_PROBLEM TO WORK ON_. Locate each line in the records containing "CALLE". Copy it.

*****

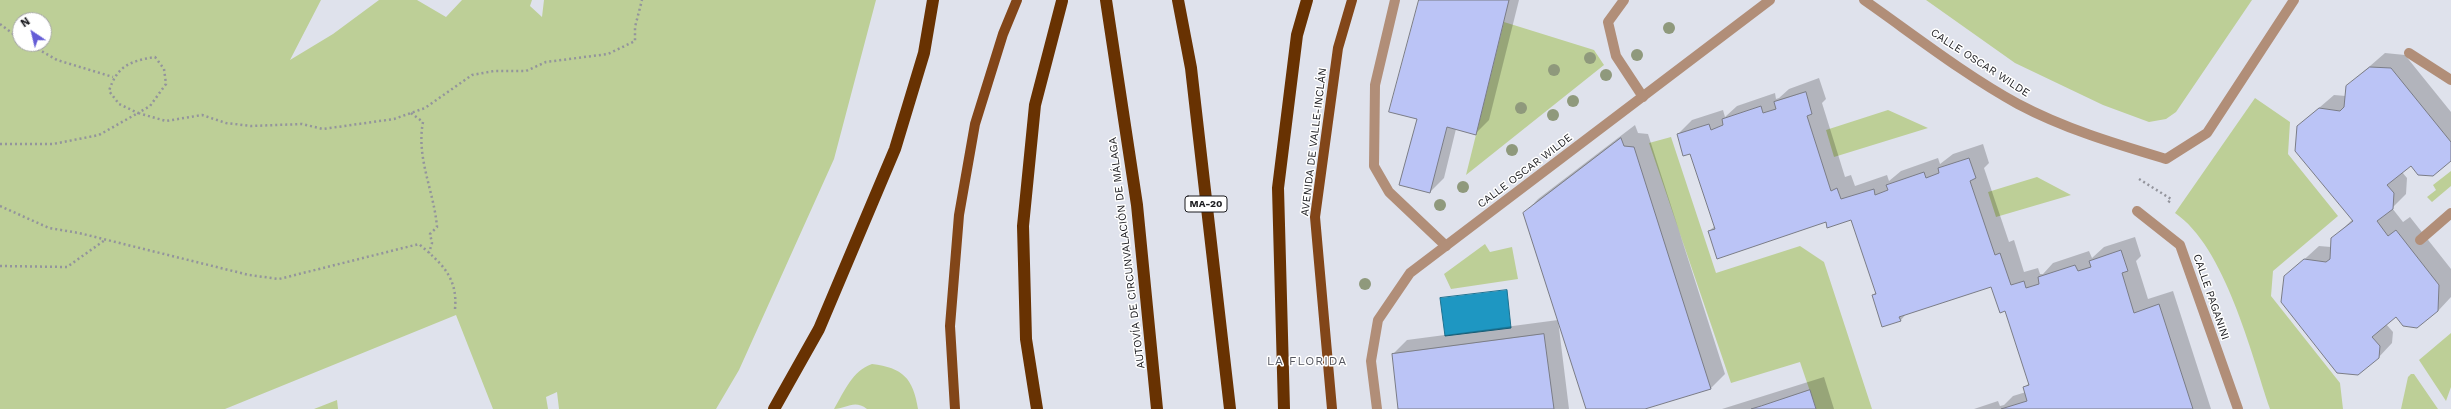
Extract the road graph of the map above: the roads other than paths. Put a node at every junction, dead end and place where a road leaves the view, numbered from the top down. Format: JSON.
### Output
{"nodes":[{"id":1,"x":933,"y":0,"type":"edge"},
{"id":2,"x":1017,"y":0,"type":"edge"},
{"id":3,"x":1178,"y":0,"type":"edge"},
{"id":4,"x":1306,"y":0,"type":"edge"},
{"id":5,"x":1352,"y":0,"type":"edge"},
{"id":6,"x":1395,"y":0,"type":"edge"},
{"id":7,"x":1624,"y":0,"type":"edge"},
{"id":8,"x":1770,"y":0,"type":"edge"},
{"id":9,"x":1864,"y":0,"type":"edge"},
{"id":10,"x":2294,"y":0,"type":"edge"},
{"id":11,"x":1062,"y":1,"type":"dead end"},
{"id":12,"x":1107,"y":3,"type":"edge"},
{"id":13,"x":2409,"y":53,"type":"dead end"},
{"id":14,"x":2451,"y":80,"type":"edge"},
{"id":15,"x":1643,"y":97,"type":"junction"},
{"id":16,"x":2137,"y":211,"type":"dead end"},
{"id":17,"x":2451,"y":213,"type":"edge"},
{"id":18,"x":2420,"y":240,"type":"dead end"},
{"id":19,"x":1446,"y":246,"type":"junction"},
{"id":20,"x":774,"y":409,"type":"edge"},
{"id":21,"x":954,"y":409,"type":"edge"},
{"id":22,"x":1037,"y":409,"type":"edge"},
{"id":23,"x":1157,"y":409,"type":"edge"},
{"id":24,"x":1230,"y":409,"type":"edge"},
{"id":25,"x":1284,"y":409,"type":"edge"},
{"id":26,"x":1332,"y":409,"type":"edge"},
{"id":27,"x":1377,"y":409,"type":"edge"},
{"id":28,"x":2238,"y":409,"type":"edge"}],
"edges":[{"from":1,"to":20,"type":"highway"},
{"from":2,"to":21,"type":"main road"},
{"from":3,"to":24,"type":"highway","number":"MA-20"},
{"from":4,"to":25,"type":"highway"},
{"from":5,"to":26,"type":"main road","name":"AVENIDA DE VALLE-INCLÁN"},
{"from":6,"to":19,"type":"street"},
{"from":7,"to":15,"type":"street"},
{"from":8,"to":15,"type":"street","name":"CALLE OSCAR WILDE"},
{"from":9,"to":10,"type":"street","name":"CALLE OSCAR WILDE"},
{"from":11,"to":22,"type":"highway"},
{"from":12,"to":23,"type":"highway","name":"AUTOVÍA DE CIRCUNVALACIÓN DE MÁLAGA"},
{"from":13,"to":14,"type":"street"},
{"from":15,"to":19,"type":"street","name":"CALLE OSCAR WILDE"},
{"from":16,"to":28,"type":"street","name":"CALLE PAGANINI"},
{"from":17,"to":18,"type":"street"},
{"from":19,"to":27,"type":"street","name":"CALLE OSCAR WILDE"}]}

*****

_ANSWER TO THE PROBLEM_.
{"from":8,"to":15,"type":"street","name":"CALLE OSCAR WILDE"},
{"from":9,"to":10,"type":"street","name":"CALLE OSCAR WILDE"},
{"from":15,"to":19,"type":"street","name":"CALLE OSCAR WILDE"},
{"from":16,"to":28,"type":"street","name":"CALLE PAGANINI"},
{"from":19,"to":27,"type":"street","name":"CALLE OSCAR WILDE"}]}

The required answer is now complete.